Take the requirement that people remove their headgear in court, which can be a substantial burden to, for instance, Orthodox Jews. “Granting religious objectors an exemption from the rule won’t do much to undermine the decorum of the courtroom, but it will let the objectors live normal civic lives without violating either what they see as religious law or secular law,” he writes. The premise of RFRA is that “laws ‘neutral’ toward religion may burden religious exercise as surely as laws intended to interfere with religious exercise.” According to Volokh, those conclusions are just as applicable to laws that tell people what they may or may not do in their commercial activity as such laws that fall outside of commerce.
Many have argued that RFRA shouldn’t apply in Hobby Lobby because the employer mandate doesn’t require employers to actually use, administer, or even handle the contraceptives that they find immoral. Is that a true burden on belief?
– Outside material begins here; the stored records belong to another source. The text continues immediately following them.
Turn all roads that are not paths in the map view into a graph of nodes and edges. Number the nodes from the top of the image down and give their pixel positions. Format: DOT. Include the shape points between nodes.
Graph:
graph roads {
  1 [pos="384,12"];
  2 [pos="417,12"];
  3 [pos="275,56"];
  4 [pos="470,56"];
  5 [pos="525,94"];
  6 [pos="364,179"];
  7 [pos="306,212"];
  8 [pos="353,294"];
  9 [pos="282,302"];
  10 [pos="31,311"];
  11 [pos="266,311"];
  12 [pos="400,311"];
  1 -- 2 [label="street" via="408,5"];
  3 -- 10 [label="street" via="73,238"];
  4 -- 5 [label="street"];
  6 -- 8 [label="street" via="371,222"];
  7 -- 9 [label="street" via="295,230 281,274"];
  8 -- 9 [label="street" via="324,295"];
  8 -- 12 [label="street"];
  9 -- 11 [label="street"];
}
In this case, the owners of the company argue that providing health insurance that covers what they see as tools for homicide is complicity with sin. Not surprisingly, some people believe that, when a certain behavior is wrong, many sorts of complicity with that behavior are wrong, too. In fact, this principle is enshrined in the American legal system itself. “If you help someone with the purpose of helping him commit his crime,” Volokh writes, “you’re guilty of the crime itself as an accomplice.”
Of course, lots of people have religious beliefs that are substantially burdened by the law, but for most of them the government interest trumps the claim of religious freedom — think, for instance, about cases involving taxes, anti‐discrimination, or drugs. “This, I think, is the most unpredictable part of the Hobby Lobby case,” Volokh writes. Nevertheless, he mines the religious exemption precedents thoroughly, and concludes that this aspect of the RFRA is essentially a Congressional mandate for courts to use their own moral and empirical judgments of important interests and the practical problems with exemptions.
In short, the Hobby Lobby case revolves around the fact that people are being forced to do what their religious beliefs prohibit. While the focus of the case is the intersection of corporate rights and religious liberties, there is an even bigger issue at stake.
“This is just the latest example of the difficulties in turning health care — or increasing parts of our economy more broadly — over to the government,” Shapiro writes. As Roger Pilon, director of the Cato Institute’s Center for Constitutional Studies, has written, when something is socialized or treated as a public utility, we’re forced to fight for every “carve‐out” of liberty. The more government controls — whether it’s health care, education, or even marriage — the greater the battles over conflicting values will be.